David L. Starling – President and CEO: Well, I’ll take. This is Dave. I’ll take quick shot at it and then turn it over to the expect here, but, if you can tell me what the weather is going to be in Iowa up in the corn belt which had the worst drought that this railroad can remember and you can tell me what’s going to happen with coal, then I will give you a better answer. Are we being a little conservative? There are some unknowns out there. Are we nervous about the economy and what’s going to happen with the fiscal cliff? Of course we are. So, far it’s not reflecting in our numbers, as the negative customers still feel good about 2013, but are there some opportunities for higher growth rate, absolutely.

David R. Ebbrecht – EVP and COO: I would just pick up. It wouldn’t take much to move that across the double-digit line, but just again some of the things that Dave mentioned, the uncertainty, the difficulty we’ve had in forecasting coal and grain in particular, we felt that we would maybe mute those projections a little bit in those businesses.

Allison Landry – Credit Suisse: Then just a follow-up question on the crude opportunity. There’s obviously a lot of pipeline capacity coming online in the Bakken and the Gulf Coast. So, I was wondering if you could talk about your growth expectations for the crude by rail business, maybe within the context of changing supply flows and growing demands in the Gulf for heavy Canadian crude.

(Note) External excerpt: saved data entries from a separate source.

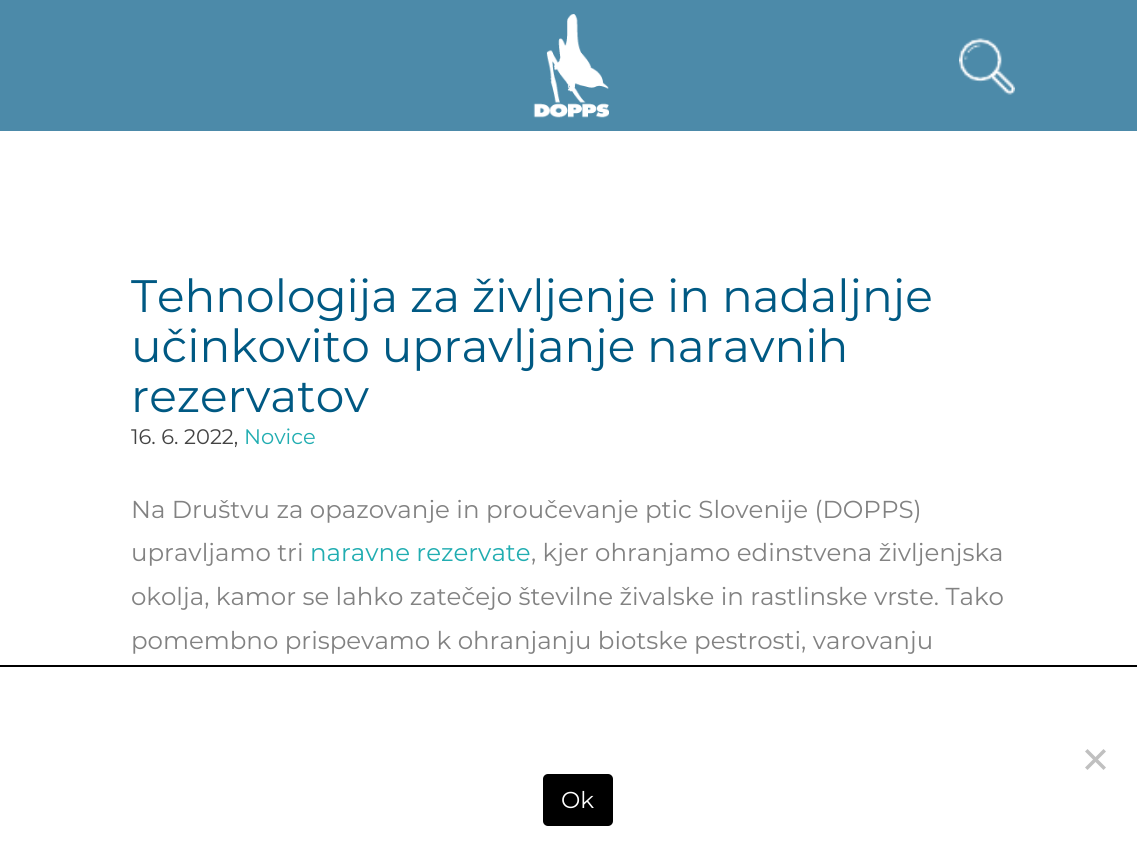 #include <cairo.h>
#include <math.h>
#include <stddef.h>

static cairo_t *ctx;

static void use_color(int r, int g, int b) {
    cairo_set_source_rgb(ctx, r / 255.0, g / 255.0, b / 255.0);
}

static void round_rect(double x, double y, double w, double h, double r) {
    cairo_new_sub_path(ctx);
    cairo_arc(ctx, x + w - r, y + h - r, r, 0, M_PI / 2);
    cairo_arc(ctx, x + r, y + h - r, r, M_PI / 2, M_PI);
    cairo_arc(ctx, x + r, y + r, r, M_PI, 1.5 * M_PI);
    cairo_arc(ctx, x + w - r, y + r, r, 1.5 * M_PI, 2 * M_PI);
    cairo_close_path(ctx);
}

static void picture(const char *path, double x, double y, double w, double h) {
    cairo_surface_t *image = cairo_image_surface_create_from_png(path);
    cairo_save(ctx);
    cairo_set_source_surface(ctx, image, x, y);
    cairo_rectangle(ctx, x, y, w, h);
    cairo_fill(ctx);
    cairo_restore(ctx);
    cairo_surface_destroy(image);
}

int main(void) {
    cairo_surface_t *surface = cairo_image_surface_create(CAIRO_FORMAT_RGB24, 1137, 851);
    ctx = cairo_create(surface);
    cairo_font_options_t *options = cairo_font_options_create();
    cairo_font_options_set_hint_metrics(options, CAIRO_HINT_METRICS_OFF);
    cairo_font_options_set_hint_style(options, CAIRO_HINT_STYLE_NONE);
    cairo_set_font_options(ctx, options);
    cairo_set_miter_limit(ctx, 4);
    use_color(255, 255, 255);
    cairo_paint(ctx);
    use_color(76, 138, 169);
    cairo_rectangle(ctx, 0, 0, 1137, 131);
    cairo_fill(ctx);
    picture("img1.png", 533, 14, 76, 104);
    picture("img2.png", 959, 38, 56, 57);
    cairo_select_font_face(ctx, "Montserrat", CAIRO_FONT_SLANT_NORMAL, CAIRO_FONT_WEIGHT_NORMAL);
    cairo_set_font_size(ctx, 45.5);
    use_color(0, 89, 131);
    cairo_move_to(ctx, 131, 312);
    cairo_show_text(ctx, "Tehnologija za življenje in nadaljnje");
    cairo_move_to(ctx, 131, 362);
    cairo_show_text(ctx, "učinkovito upravljanje naravnih");
    cairo_move_to(ctx, 131, 412);
    cairo_show_text(ctx, "rezervatov");
    cairo_set_font_size(ctx, 21);
    use_color(67, 67, 67);
    cairo_move_to(ctx, 131, 444);
    cairo_show_text(ctx, "16. 6. 2022,");
    use_color(33, 173, 177);
    cairo_move_to(ctx, 244, 444);
    cairo_show_text(ctx, "Novice");
    cairo_set_font_size(ctx, 24.5);
    use_color(130, 130, 130);
    cairo_move_to(ctx, 131, 518);
    cairo_show_text(ctx, "Na Društvu za opazovanje in proučevanje ptic Slovenije (DOPPS)");
    cairo_move_to(ctx, 131, 561);
    cairo_show_text(ctx, "upravljamo tri");
    use_color(33, 173, 177);
    cairo_move_to(ctx, 310, 561);
    cairo_show_text(ctx, "naravne rezervate");
    use_color(130, 130, 130);
    cairo_move_to(ctx, 531, 561);
    cairo_show_text(ctx, ", kjer ohranjamo edinstvena življenjska");
    cairo_move_to(ctx, 131, 605);
    cairo_show_text(ctx, "okolja, kamor se lahko zatečejo številne živalske in rastlinske vrste. Tako");
    cairo_move_to(ctx, 131, 649);
    cairo_show_text(ctx, "pomembno prispevamo k ohranjanju biotske pestrosti, varovanju");
    use_color(0, 0, 0);
    cairo_rectangle(ctx, 0, 665, 1137, 2);
    cairo_fill(ctx);
    use_color(192, 192, 192);
    cairo_new_path(ctx);
    cairo_move_to(ctx, 1103.5, 749);
    cairo_line_to(ctx, 1106, 751.5);
    cairo_line_to(ctx, 1087.5, 770);
    cairo_line_to(ctx, 1085, 767.5);
    cairo_close_path(ctx);
    cairo_fill(ctx);
    cairo_new_path(ctx);
    cairo_move_to(ctx, 1085, 751.5);
    cairo_line_to(ctx, 1087.5, 749);
    cairo_line_to(ctx, 1106, 767.5);
    cairo_line_to(ctx, 1103.5, 770);
    cairo_close_path(ctx);
    cairo_fill(ctx);
    use_color(0, 0, 0);
    round_rect(543, 774, 70, 52, 5);
    cairo_fill(ctx);
    cairo_set_font_size(ctx, 23);
    use_color(255, 255, 255);
    cairo_move_to(ctx, 561, 808);
    cairo_show_text(ctx, "Ok");
    cairo_surface_write_to_png(surface, "result.png");
    cairo_font_options_destroy(options);
    cairo_destroy(ctx);
    cairo_surface_destroy(surface);
    return 0;
}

Patrick J. Ottensmeyer – EVP, Sales & Marketing: I don’t – I guess, I’d start by saying don’t expect 780% growth that we reported (indiscernible). That was remarkable, but it’s a small base. But what we’re seeing is, and what we feel good about long-term is our position in Port Arthur, Texas. Port Arthur is one of the largest refining markets in the world, some of the largest refineries in the world are located there. It imports over 1 million barrels a day. The customers there like the heavy and the sweet. So, we are moving Canadian and Bakken and West Texas. There’s just a lot of activity and really getting back to your first question Allison, this is one of the areas that’s very difficult for us to forecast because the business is coming at us from places that we are not even looking for it to be honest with you. So, we think crude by rail in spite of what happens with the pipelines, crude by rail we believe is going to be around for a long time, because the customers seem to like it. It gives them flexibility. It doesn’t require the kind of long-term rock solid take or pay commitments that the pipelines require to be built and financed. So, we think this is a business that’s going to grow fast for the foreseeable future and around for a while.